Over the years, cesarean sections have increased in prevalence. While they may be necessary in emergency or unexpected situations, some doctors and/or expectant mothers in North Carolina elect for a c-section in advance of the delivery. While this choice may be for convenience or health reasons, it is important women understand the risks associated with the procedure because they are much greater than for vaginal deliveries.
According to the American Pregnancy Association, more than 25% of pregnant women end up getting a c-section. Because it is a major surgery, the procedure presents risks not only to the mom but also to the baby, and this is true even when everything goes according to plan.

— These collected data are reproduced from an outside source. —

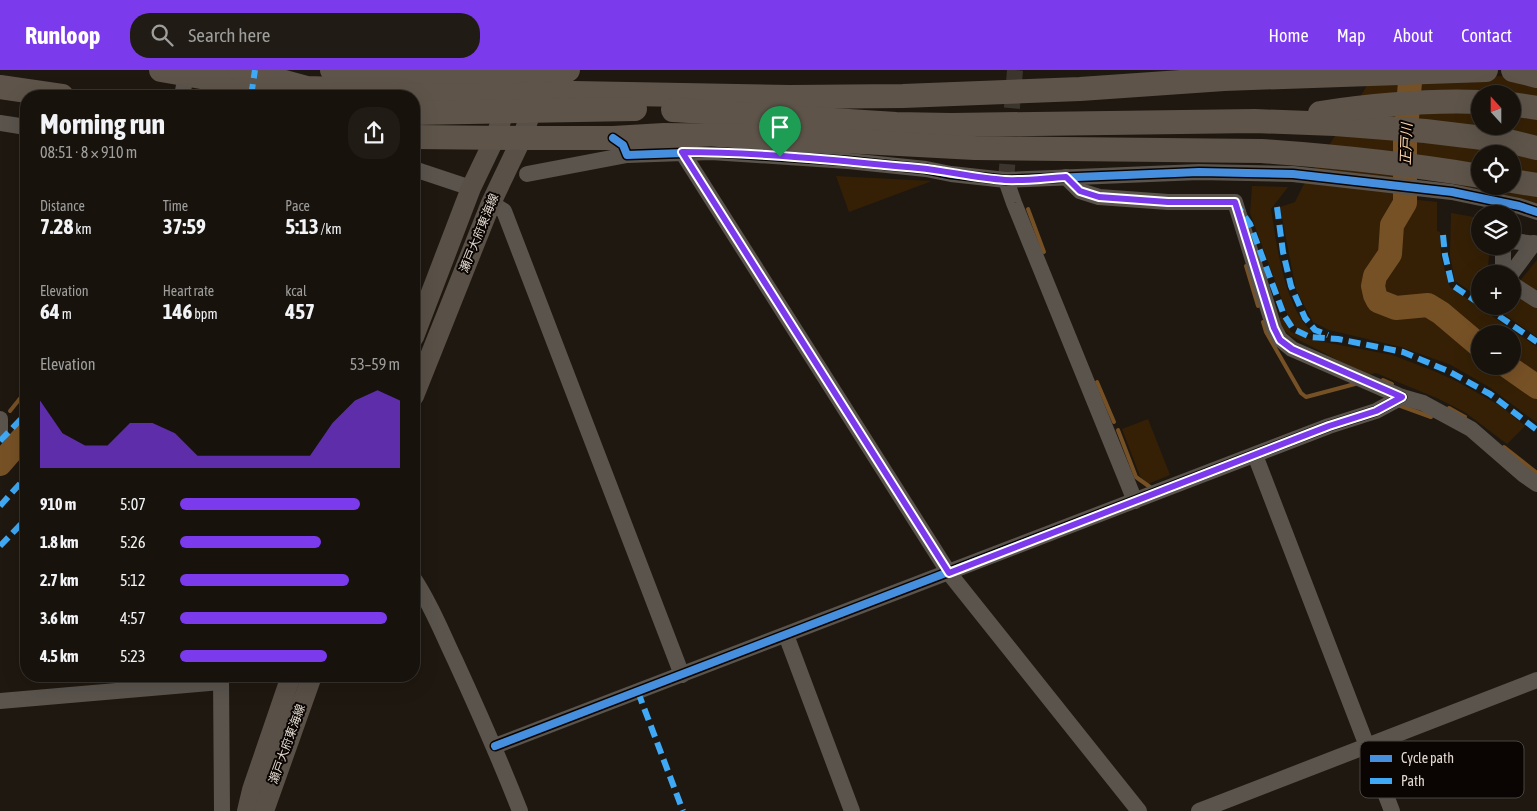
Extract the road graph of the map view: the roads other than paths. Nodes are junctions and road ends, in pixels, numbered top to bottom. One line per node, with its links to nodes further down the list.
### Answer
1 (161, 70): 15 (highway)
2 (187, 70): 14 (street)
3 (240, 70): 17 (highway)
4 (280, 70): 16 (street)
5 (332, 70): 8 (highway)
6 (519, 70): 28 (main road, 瀬戸大府東海線)
7 (547, 70): 29 (main road, 瀬戸大府東海線)
8 (568, 70)
9 (1486, 70): 18 (highway)
10 (1513, 70): 11 (highway)
11 (1537, 76)
12 (0, 87): 13 (highway)
13 (21, 90)
14 (183, 90)
15 (271, 90)
16 (278, 90)
17 (367, 90)
18 (1018, 91): 19 (highway); 26 (highway)
19 (420, 92)
20 (1471, 102): 32 (highway)
21 (1521, 105): 22 (highway)
22 (1537, 108)
23 (420, 113): 30 (highway)
24 (0, 123): 25 (street)
25 (20, 126)
26 (709, 136): 31 (highway); 32 (highway)
27 (420, 137): 28 (highway)
28 (496, 138): 29 (highway); 42 (main road, 瀬戸大府東海線)
29 (522, 138): 31 (highway); 43 (main road, 瀬戸大府東海線)
30 (1537, 146)
31 (620, 147): 33 (street); 35 (street)
32 (1045, 148): 39 (highway)
33 (682, 152): 38 (street); 58 (street)
34 (420, 171): 42 (street)
35 (527, 174)
36 (1066, 177): 38 (street); 39 (street); 52 (street)
37 (1471, 178): 39 (highway)
38 (1006, 180): 57 (street)
39 (1454, 182): 44 (street)
40 (1521, 182): 41 (highway)
41 (1537, 185)
42 (471, 188): 50 (main road, 瀬戸大府東海線)
43 (491, 203): 51 (main road, 瀬戸大府東海線); 61 (street)
44 (1537, 212)
45 (1521, 242): 46 (street)
46 (1535, 244): 47 (street)
47 (1518, 265)
48 (1521, 290): 49 (street)
49 (1537, 300)
50 (420, 321)
51 (420, 381)
52 (1402, 397): 55 (street); 56 (street)
53 (0, 419): 54 (street)
54 (0, 433)
55 (1255, 454): 57 (street); 68 (street)
56 (1537, 484)
57 (1136, 501): 58 (street)
58 (949, 573): 60 (street); 78 (street)
59 (420, 588): 70 (street)
60 (786, 635): 61 (street); 77 (street)
61 (682, 675): 70 (street)
62 (1537, 680): 69 (street)
63 (191, 682): 67 (street)
64 (221, 682): 73 (street)
65 (289, 682): 74 (main road, 瀬戸大府東海線)
66 (310, 682): 75 (main road, 瀬戸大府東海線)
67 (0, 701)
68 (1365, 741)
69 (1380, 741)
70 (495, 746): 76 (street)
71 (1360, 749): 79 (street)
72 (1387, 798): 80 (street)
73 (222, 811)
74 (247, 811)
75 (264, 811)
76 (520, 811)
77 (852, 811)
78 (1139, 811)
79 (1199, 811)
80 (1392, 811)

In regard to the baby, complications that can occur include:
- Lower APGAR scores
- Premature birth
- Injury to the fetus
- Breathing issues
The risks for mom include:
- Longer recovery time
- Scar tissue
- Organ injury
- Excessive blood loss
- Negative reactions to medication or anesthesia
- Bonding issues
Healthline discusses the types of infections and who is at higher risk of developing them. Infection of the wound site is the most common type and it is diagnosed by redness, fever, swelling and tenderness around the incision. This type of infection can also spread to surrounding areas such as the ovaries and uterine lining. Other infections that can occur include thrush, bladder and urinary tract infections.
Certain women are at greater risk of developing infections. Risk factors include excessive weight, long-term steroid use, poor prenatal care, long labor, previous c-sections, excessive bleeding during delivery and diabetes. There is also greater risk of infection when there is a lack of pre-incision antibiotics and when staples are used to close the incision. The doctor should use PGA sutures and antimicrobial treatment prior to surgery to help prevent infection.